I suck down so much air it feels my lungs are going to explode. It makes no sense that he would put himself through this over and over knowing the response would be the same. Crazy. I close my eyes and channel the fading courage to shake my head. It makes no difference, I say through defiant exasperation.
The warmth of his breath lingers at my neck now. It’s not fair. All I want to do is fall in his arms and runaway to the place his pretty words can always take me. He alone knows me and how to bring me out to be the person I truly am; how to take me beyond this world with nothing more than the expressions of beauty which slips passed his thin pale lips so easily. Once he learned of my special attribute—hearing in color—he embraced it as a form of uniqueness and ran with the appealing words, forming linguistic prisms of color from his lips to my eyes every chance he had. It was nothing short of magic, only shared before with my mother before she passed away.
“I love you, Raven.” He cheated. The words floated on the air like a symphony of yellow ribbons increasing in radiance until the last word disappeared behind my eyes. I want to melt into his touch and hit him all at once, but he said the words again and so, I close my eyes to not see them in all their eloquence of flight.

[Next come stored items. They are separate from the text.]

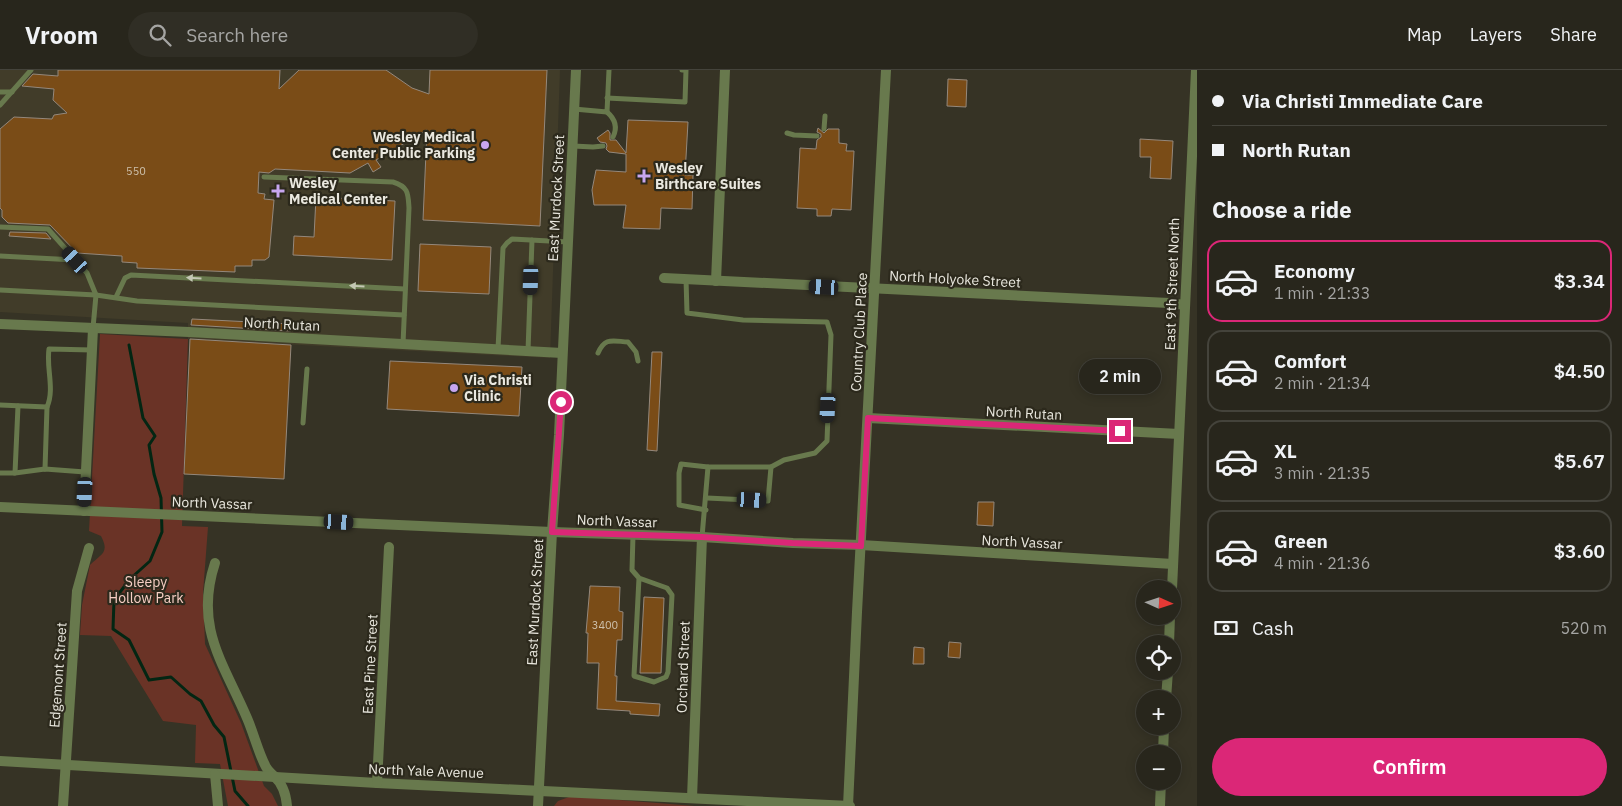 <!DOCTYPE html>
<html lang="en">
<head>
<meta charset="utf-8">
<style>
	body { margin:0; font-family:"IBM Plex Sans",sans-serif; background:#302e25; color:#f1f3f6; height:100vh; display:flex; flex-direction:column; font-size:19px; white-space:nowrap }
	* { box-sizing:border-box; margin:0 }
	p { font-size:16px; color:#a5a5a3 }
	.icon { flex:none; width:28px; height:28px; fill:none; stroke:currentColor; stroke-width:2; stroke-linecap:round; stroke-linejoin:round }
	.map { position:relative; flex:1; overflow:hidden }
	.details { display:flex; flex-direction:column; background:#28261c; width:425px }
	.details>* { flex:none }
	.banner { display:grid; align-content:center; height:110px; padding:0 15px; background:#28261c }
	.needle { width:32px; rotate:93deg }
	.fabs { position:absolute; left:1136px; top:510px; display:grid; gap:10px }
	.fabs a { display:grid; place-items:center; width:45px; height:45px; border-radius:50%; background:#28261c; box-shadow:0 2px 12px #0003,0 0 0 1px #44433b; font-size:25px }
	.end { position:absolute; width:22px; height:22px; margin:-11px; border:6px solid #db2777; background:#fff; box-shadow:0 0 0 2px #fff }
	.from { border-radius:50% }
	.bubble { position:absolute; height:35px; border-radius:18px; background:#28261c; box-shadow:0 2px 12px #0003,0 0 0 1px #44433b; font-size:16px; font-weight:600; line-height:35px; text-align:center }
	.car { position:absolute; width:15px; height:30px; margin:-15px -8px; border-radius:6px; box-shadow:0 0 4px 1px #0007; background:linear-gradient(#222 24%,#8ab4d8 0 40%,#222 0 76%,#8ab4d8 0 86%,#222 0) }
	.banner b { display:flex; align-items:center; gap:18px; height:48px; font-size:19px }
	.banner b+b { border-top:1px solid #44433b }
	.banner i { width:12px; height:12px; background:#f1f3f6 }
	ul { padding:0; list-style:none }
	li { display:flex; align-items:center; gap:15px; height:82px; margin:0 10px 8px; padding:0 5px; border:2px solid #44433b; border-radius:15px }
	li div { flex:1 }
	li b { display:block; font-size:19px }
	li em { font-style:normal; font-weight:600 }
	li.current { border-color:#db2777 }
	li>.icon { width:45px; height:45px; stroke-width:1.5 }
	h2 { padding:0 15px; font-size:22px; line-height:60px }
	.pay { display:flex; align-items:center; gap:12px; height:55px; padding:0 15px; font-size:19px }
	.pay p { margin-inline-start:auto }
	.button { display:flex; gap:10px; margin-top:auto; padding:10px 15px }
	.button a { flex:1; height:58px; border-radius:30px; background:#db2777; color:#fff; font-size:20px; font-weight:600; line-height:58px; text-align:center }
	header { display:flex; align-items:center; gap:30px; box-sizing:border-box; height:70px; padding:0 25px; background:#28261c; border-bottom:1px solid #44433b }
	header strong { font-size:24px }
	nav { display:flex; gap:28px; margin-inline-start:auto; font-size:18px }
	.search { width:350px; height:45px; background:#302e25; display:flex; align-items:center; gap:12px; box-sizing:border-box; padding:0 18px; border-radius:28px; color:#a5a5a3; font-size:19px }
	main { display:flex; flex:1; min-height:0 }
	.map>svg:first-child { display:block }
	.built { fill:#413c29 }
	.green { fill:#6a3326 }
	.lines { fill:none; stroke-linecap:round; stroke-linejoin:round }
	.stream { stroke:#032613; stroke-width:3 }
	.building { fill:#7a4c17; stroke:#94887c }
	.service { stroke:#68794d; stroke-width:5 }
	.minor { stroke:#68794d; stroke-width:10 }
	.oneway { fill:#c3c7b3 }
	.route { stroke:#db2777; stroke-width:6 }
	.poi-dot { fill:#c7a6ef; stroke:#2c291c; stroke-width:2 }
	.labels { text-anchor:middle; stroke-width:4.5; stroke-linejoin:round; paint-order:stroke }
	.number-label { font-size:11px; fill:#cec1ad }
	.poi-label { font-size:14px; font-weight:bold; fill:#eae8df; stroke:#2c291c; text-anchor:start }
	.street-label { font-size:14px; fill:#eae8df; stroke:#2c291c }
	.park-label { font-size:14px; fill:#f6cec3; stroke:#2c291c }
</style>
</head>
<body>
<header>
<strong>Vroom</strong>
<div class="search"><svg class="icon" aria-label="search" viewBox="0 0 24 24"><circle cx="10" cy="10" r="6"/><path d="M15 15l6 6"/></svg>Search here</div>
<nav><a>Map</a><a>Layers</a><a>Share</a></nav>
</header>
<main>
<div class="map">
<svg width="1197" height="736" viewBox="0 0 1197 736">
	<rect width="100%" height="100%" fill="#363325"/>
	<polygon class="built" points="0,0 560,0 550,288 188,269 188,253 0,242"/>
	<g class="green">
		<path d="M100,264L188,269L182,456L208,457L203,523L205,574L241,653L264,716L272,724L278,736H228L220,694L195,693L196,655L163,651L111,566L80,565L82,535L90,495C101,484 110,483 101,466L89,461Z"/>
		<polygon points="569,727 581,727 695,736 554,736 558,731"/>
	</g>
	<g class="lines">
		<polyline class="stream" points="129,275 143,348 155,366 149,375 154,404 161,428 162,462 150,491 130,509 114,530 113,559 129,570 149,610 171,607 190,624 201,631 214,655 224,667 235,721 248,736"/>
	</g>
	<g class="building">
		<polygon points="58,0 280,0 279,19 299,0 386,0 412,18 429,24 430,0 547,0 540,156 423,150 427,60 376,90 381,97 373,102 368,93 350,103 275,99 269,103 259,102 258,123 265,124 264,129 274,130 269,187 265,190 252,190 252,196 235,196 235,202 137,198 137,193 122,192 122,186 77,183 50,155 8,153 2,147 2,140 0,138 0,59 14,47 52,49 54,45 67,43 53,30 54,19 22,16 33,4 58,6"/>
		<polygon points="948,9 967,10 966,37 947,36"/>
		<polygon points="628,50 688,52 685,105 693,105 692,139 661,138 660,159 623,158 626,135 594,135 592,120 596,100 626,102 626,84 609,82 606,79 607,76 606,73 600,72 597,68 608,60 610,63 610,70 616,70 626,83"/>
		<polygon points="818,58 824,63 828,59 839,59 839,73 847,74 846,81 854,81 851,140 832,139 831,146 817,146 817,139 797,138 800,78 816,79 817,70 821,67 821,64 817,62"/>
		<polygon points="1140,69 1173,71 1171,109 1150,108 1151,87 1140,87"/>
		<polygon points="316,127 395,131 392,190 293,185 294,166 314,167"/>
		<polygon points="10,162 46,163 51,169 9,166"/>
		<polygon points="420,174 491,177 489,224 418,221"/>
		<polygon points="192,249 292,254 291,261 191,255"/>
		<polygon points="190,269 291,275 284,409 184,404"/>
		<polygon points="652,282 662,282 657,381 647,380"/>
		<polygon points="390,291 522,297 519,346 387,339"/>
		<polygon points="978,432 994,432 993,456 977,455"/>
		<polygon points="590,516 620,517 619,541 623,542 622,570 617,570 615,606 617,606 616,631 660,634 659,646 630,644 630,641 597,639 599,593 587,593 588,563 586,563"/>
		<polygon points="644,527 664,528 661,603 640,603"/>
		<polygon points="949,572 961,573 960,588 948,587"/>
		<polygon points="914,577 924,578 924,594 913,594"/>
	</g>
	<g class="lines">
		<g class="service">
			<polyline points="0,22 12,22"/>
			<polyline points="607,28 685,32 686,0 682,0"/>
			<polyline points="0,35 31,0"/>
			<polyline points="574,39 607,42 609,0"/>
			<path d="M607,42C615,49 618,57 613,67"/>
			<polyline points="824,59 825,46"/>
			<polyline points="787,63 794,65 817,66"/>
			<polyline points="573,76 593,77 603,76"/>
			<path d="M264,107L393,112C409,117 408,124 409,138L403,274"/>
			<polyline points="0,157 48,159 87,203 96,225 93,258"/>
			<polyline points="0,186 75,190"/>
			<polyline points="686,209 687,243 743,250 827,252 831,265 827,371 815,383 784,390 771,397 708,397 702,467"/>
			<polyline points="0,220 96,225 137,231 404,245"/>
			<polyline points="116,227 125,208 131,205 405,219"/>
			<polyline points="498,279 503,178 507,173 512,169 568,172"/>
			<polyline points="528,281 532,170"/>
			<path d="M598,283C605,267 612,271 628,272L636,282L638,291"/>
			<path d="M0,335L47,337C55,319 46,298 49,279L92,280"/>
			<polyline points="303,353 307,299"/>
			<polyline points="45,399 47,337"/>
			<polyline points="0,403 15,403 45,399 85,402"/>
			<polyline points="15,403 18,336"/>
			<polyline points="707,428 768,431 771,397"/>
			<polyline points="706,440 679,435 679,403 681,394 708,397"/>
			<polyline points="633,465 632,500 639,508 634,606 654,612 666,607 668,602 672,525 667,518 639,508"/>
		</g>
		<g class="minor">
			<polyline points="664,208 1169,233 1185,235"/>
			<polyline points="716,211 725,0"/>
			<polyline points="0,254 189,262 562,283"/>
			<polyline points="868,348 1179,364"/>
			<polyline points="0,437 552,462 702,467 793,473 861,475 1173,494"/>
			<polyline points="84,441 93,259"/>
			<path d="M215,493C194,557 223,592 247,648C254,664 258,682 266,697C268,701 271,703 274,706C283,714 286,724 287,736"/>
			<polyline points="1172,519 1196,0"/>
			<polyline points="1169,574 1170,546"/>
			<polyline points="1166,629 1168,601"/>
			<polyline points="1163,684 1164,656"/>
			<polyline points="0,691 377,713 850,736"/>
			<polyline points="215,704 218,736"/>
			<polyline points="377,713 389,477"/>
			<polyline points="692,728 702,467"/>
			<polyline points="63,736 77,521 89,478"/>
			<polyline points="538,736 552,462 559,365 576,0"/>
			<polyline points="848,736 857,542 886,0"/>
			<polyline points="1160,736 1161,711"/>
		</g>
	</g>
	<defs><path id="oneway-solid" d="M-6-.8H1V-3.2L6.5 0L1 3.2V.8H-6Z" transform="scale(1.25)"/></defs>
	<g class="oneway">
		<use href="#oneway-solid" transform="translate(194 208) rotate(-177)"/>
		<use href="#oneway-solid" transform="translate(357 216) rotate(-177)"/>
	</g>
	<g class="lines">
		<polyline class="route" points="561,332 552,462 702,467 792,473 861,476 868,348 1120,361"/>
	</g>
	<g class="poi-dot">
		<circle cx="485" cy="75" r="5"/>
		<path d="M641.5 98.5h5v5h5v5h-5v5h-5v-5h-5v-5h5z"/>
		<path d="M275.5 113.5h5v5h5v5h-5v5h-5v-5h-5v-5h5z"/>
		<circle cx="454" cy="318" r="5"/>
	</g>
	<g class="labels">
		<g class="number-label">
			<text x="136" y="105">550</text>
			<text x="605" y="559">3400</text>
		</g>
		<g class="poi-label">
			<text x="475" y="72" text-anchor="end">Wesley Medical<tspan x="475" dy="16">Center Public Parking</tspan></text>
			<text x="655" y="103">Wesley<tspan x="655" dy="16">Birthcare Suites</tspan></text>
			<text x="289" y="118">Wesley<tspan x="289" dy="16">Medical Center</tspan></text>
			<text x="464" y="315">Via Christi<tspan x="464" dy="16">Clinic</tspan></text>
		</g>
		<g class="street-label">
			<text transform="translate(556 128) rotate(-87)" y="5">East Murdock Street</text>
			<text transform="translate(955 209) rotate(3)" y="5">North Holyoke Street</text>
			<text transform="translate(1172 214) rotate(-88)" y="5">East 9th Street North</text>
			<text transform="translate(282 254) rotate(3)" y="5">North Rutan</text>
			<text transform="translate(859 262) rotate(-87)" y="5">Country Club Place</text>
			<text transform="translate(1024 343) rotate(3)" y="5">North Rutan</text>
			<text transform="translate(212 433) rotate(2)" y="5">North Vassar</text>
			<text transform="translate(617 451) rotate(2)" y="5">North Vassar</text>
			<text transform="translate(1022 472) rotate(3)" y="5">North Vassar</text>
			<text transform="translate(535 532) rotate(-87)" y="5">East Murdock Street</text>
			<text transform="translate(370 594) rotate(-87)" y="5">East Pine Street</text>
			<text transform="translate(683 597) rotate(-88)" y="5">Orchard Street</text>
			<text transform="translate(58 605) rotate(-86)" y="5">Edgemont Street</text>
			<text transform="translate(426 701) rotate(2)" y="5">North Yale Avenue</text>
		</g>
		<g class="park-label">
			<text x="146" y="517">Sleepy<tspan x="146" dy="16">Hollow Park</tspan></text>
		</g>
	</g>
</svg>
<div class="fabs">
<a><svg class="needle" viewBox="-14 -14 28 28"><path d="M0-13l5 13h-10z" fill="#e53935"/><path d="M0 13l5-13h-10z" fill="#a5a5a3"/></svg></a>
<a><svg class="icon" aria-label="locate" viewBox="0 0 24 24"><circle cx="12" cy="12" r="6"/><path d="M12 2v4M12 18v4M2 12h4M18 12h4"/></svg></a>
<a>+</a>
<a>−</a>
</div>
<i class="end from" style="left:561px;top:332px"></i>
<i class="end" style="left:1120px;top:361px"></i>
<div class="bubble" style="left:1079px;top:289px;width:82px">2 min</div>
<i class="car" style="left:75px;top:190px;rotate:318deg"></i>
<i class="car" style="left:531px;top:210px;rotate:182deg"></i>
<i class="car" style="left:824px;top:217px;rotate:273deg"></i>
<i class="car" style="left:828px;top:338px;rotate:183deg"></i>
<i class="car" style="left:85px;top:422px;rotate:183deg"></i>
<i class="car" style="left:752px;top:430px;rotate:93deg"></i>
<i class="car" style="left:339px;top:452px;rotate:93deg"></i>
</div>
<section class="details">
<div class="banner">
<b><i class="from"></i>Via Christi Immediate Care</b>
<b><i></i>North Rutan</b>
</div>
<h2>Choose a ride</h2>
<ul>
<li class="current"><svg class="icon" aria-label="car" viewBox="0 0 24 24"><path d="M5 17H2v-5l4-1 3-4h7l3 4 3 1v5h-3M9 17h6M6 11h13"/><circle cx="7" cy="17" r="2"/><circle cx="17" cy="17" r="2"/></svg><div><b>Economy</b><p>1 min · 21:33</p></div><em>$3.34</em></li>
<li><svg class="icon" aria-label="car" viewBox="0 0 24 24"><path d="M5 17H2v-5l4-1 3-4h7l3 4 3 1v5h-3M9 17h6M6 11h13"/><circle cx="7" cy="17" r="2"/><circle cx="17" cy="17" r="2"/></svg><div><b>Comfort</b><p>2 min · 21:34</p></div><em>$4.50</em></li>
<li><svg class="icon" aria-label="car" viewBox="0 0 24 24"><path d="M5 17H2v-5l4-1 3-4h7l3 4 3 1v5h-3M9 17h6M6 11h13"/><circle cx="7" cy="17" r="2"/><circle cx="17" cy="17" r="2"/></svg><div><b>XL</b><p>3 min · 21:35</p></div><em>$5.67</em></li>
<li><svg class="icon" aria-label="car" viewBox="0 0 24 24"><path d="M5 17H2v-5l4-1 3-4h7l3 4 3 1v5h-3M9 17h6M6 11h13"/><circle cx="7" cy="17" r="2"/><circle cx="17" cy="17" r="2"/></svg><div><b>Green</b><p>4 min · 21:36</p></div><em>$3.60</em></li>
</ul>
<div class="pay"><svg class="icon" aria-label="cash" viewBox="0 0 24 24"><path d="M3 7h18v10H3z"/><circle cx="12" cy="12" r="2"/></svg>Cash<p>520 m</p></div>
<div class="button"><a>Confirm</a></div>
</section>
</main>
</body>
</html>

“Stop saying them!” I shout.
“But I mean them,” he says, his breath tickling the soft spot behind my ear. “I want to tell you all the pretty words every day. I want to take you away to the places you get lost in when we talk.” He pauses, and I know there’s more. “Stay with me, Raven.”
There were rules to my leaving, and in his panic, Tom is breaking them. I pull away. Not because I want to, because I have to. This isn’t about Tom, it never has been.
My father doesn’t understand it—this lovely, miserable element that is me. In the ugly world of fame and power built up like a sable fortress around his life, I am a challenge. My gift of hearing words in color is a burden, once dismissed to friends as a possible brain tumor, is a disgrace; no more than an adolescent plea for attention from a daughter resembling nothing of what a prominent lawyer’s daughter should be. I’ll never be free under his vice. Worse yet, I’ll never see the pretty words in his world.
Looks like I’m writing again!
By the way, the reason I had such a hard time with thinking of writing this, is that I’ll be adding in graphics so readers can see what Raven sees. Example: she sees the words I Love you floating from his lips to her eyes like a radiant yellow ribbon. (for this purpose I just copied something off the net for effect). I’ll add in a graphic of what this might look like, hence, I’ll need a graphic artist and know that this will never be an e-book and with full color will be a pricey physical book. Oye vay! Somebody stop me now.